In early November 1984, German reedist Peter Brötzmann put together an international, all-star, 11-piece Clarinet Project for a special concert in a Berlin theatre as part of that citys Jazzfest. Beside himself the clarinetists were Tony Coe from England, Louis Sclavis from France, East German Ernst-Ludwig Petrowsky and J. D. Parran and John Zorn from the U.S. But thats not all. The ensemble also included Japanese trumpeter Toshinori Kondo, East German Johannes Bauer and Briton Alan Tomlinson on trombones, with British drummer Tony Oxley supplying the bottom along with Parker. By all accounts the one lengthy piece was welcomed by the audience.
Across the ocean in Boston, hometown boy trumpeter Raphe Malik was doing a series of local club dates with a trio filled out by Parker and drummer Syd Smart. This CD, recorded at Cambridges 1369 Jazz Club, is particularly notable, since the trio was joined by pioneering New Thing tenor saxophonist Frank Wright in his only Boston-area gig. A long-time expatriate and Paris resident, Wright died in 1990. Here too the audience is enthusiastic, but you get the feeling that for most Bostonians -- heck, Americans -- this performance could be dismissed as just another club date by players too stubborn to adopt the fashionable fusion or neo-con styles of the time.

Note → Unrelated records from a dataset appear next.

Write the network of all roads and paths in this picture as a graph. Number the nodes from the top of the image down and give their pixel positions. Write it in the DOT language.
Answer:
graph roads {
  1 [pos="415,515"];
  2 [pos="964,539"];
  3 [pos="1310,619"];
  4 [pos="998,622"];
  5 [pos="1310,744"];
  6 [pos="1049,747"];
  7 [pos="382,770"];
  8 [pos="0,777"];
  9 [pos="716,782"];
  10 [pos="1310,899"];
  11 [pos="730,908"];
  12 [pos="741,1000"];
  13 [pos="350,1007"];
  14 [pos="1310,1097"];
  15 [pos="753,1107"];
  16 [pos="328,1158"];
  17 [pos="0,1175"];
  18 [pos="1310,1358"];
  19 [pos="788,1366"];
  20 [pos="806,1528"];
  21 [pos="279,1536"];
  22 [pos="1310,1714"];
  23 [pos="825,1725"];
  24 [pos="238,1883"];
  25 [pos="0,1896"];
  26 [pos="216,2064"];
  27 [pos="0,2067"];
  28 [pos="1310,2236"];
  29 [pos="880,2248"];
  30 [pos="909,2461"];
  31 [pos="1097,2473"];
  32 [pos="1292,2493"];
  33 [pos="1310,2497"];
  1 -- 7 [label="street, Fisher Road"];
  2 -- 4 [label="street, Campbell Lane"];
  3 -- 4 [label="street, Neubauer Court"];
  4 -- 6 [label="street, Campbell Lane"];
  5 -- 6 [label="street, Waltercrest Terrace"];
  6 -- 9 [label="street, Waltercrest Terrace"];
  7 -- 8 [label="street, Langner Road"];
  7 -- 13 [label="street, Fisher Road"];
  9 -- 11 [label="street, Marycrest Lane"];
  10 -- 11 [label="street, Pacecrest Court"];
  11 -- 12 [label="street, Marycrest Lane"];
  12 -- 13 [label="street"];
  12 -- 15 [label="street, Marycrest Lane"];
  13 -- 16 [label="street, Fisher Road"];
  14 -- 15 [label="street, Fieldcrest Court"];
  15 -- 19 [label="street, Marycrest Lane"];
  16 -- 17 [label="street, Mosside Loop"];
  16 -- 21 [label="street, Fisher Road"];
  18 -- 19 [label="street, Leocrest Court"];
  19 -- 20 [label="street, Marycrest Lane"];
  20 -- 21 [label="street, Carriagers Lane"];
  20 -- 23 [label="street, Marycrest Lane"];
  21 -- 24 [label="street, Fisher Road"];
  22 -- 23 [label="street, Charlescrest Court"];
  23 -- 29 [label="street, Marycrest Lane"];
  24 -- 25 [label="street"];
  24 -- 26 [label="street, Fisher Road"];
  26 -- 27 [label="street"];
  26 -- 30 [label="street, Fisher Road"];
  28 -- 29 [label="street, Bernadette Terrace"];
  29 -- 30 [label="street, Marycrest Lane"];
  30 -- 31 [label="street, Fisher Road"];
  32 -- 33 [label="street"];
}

Unsurprisingly -- for pertinent pure improv is about a lot more than in-the-moment fashion and audience accessibility -- both performances feature considerable musical values that recommend them.
Take LAST SET for instance. Undeterred by the fact that this was just another club date, Malik, Wright, Parker and Smart give their all. Maybe they didnt know how to improvise any other way. Wright especially is so caught in the moment that when hes not forcing out emotional reed riffs he vocalizes quasi-verbal exhortations during the others solos.
This mostly tales place on Companions #2, the almost 30-minute centrepiece of the disc. Performed hell-bent-for-leather, it shows that neither front-line partner had lost any efficacy from his so-called 1960s (Wright) or 1970s (Malik) prominence.
From the beginning, Wright slurs and slides and growls and overblows, putting R&B-flavored mid-range vibrated snorts and deeper-pitched honks into his solo. As he mutates variations of the blaring theme, he masticates sounds from the lowest section of his horns bow up to the cork attached to his mouthpiece. Maliks broken octave accompaniment converges with rapid, spiky triplets and sprightly hide-and-seek timbres.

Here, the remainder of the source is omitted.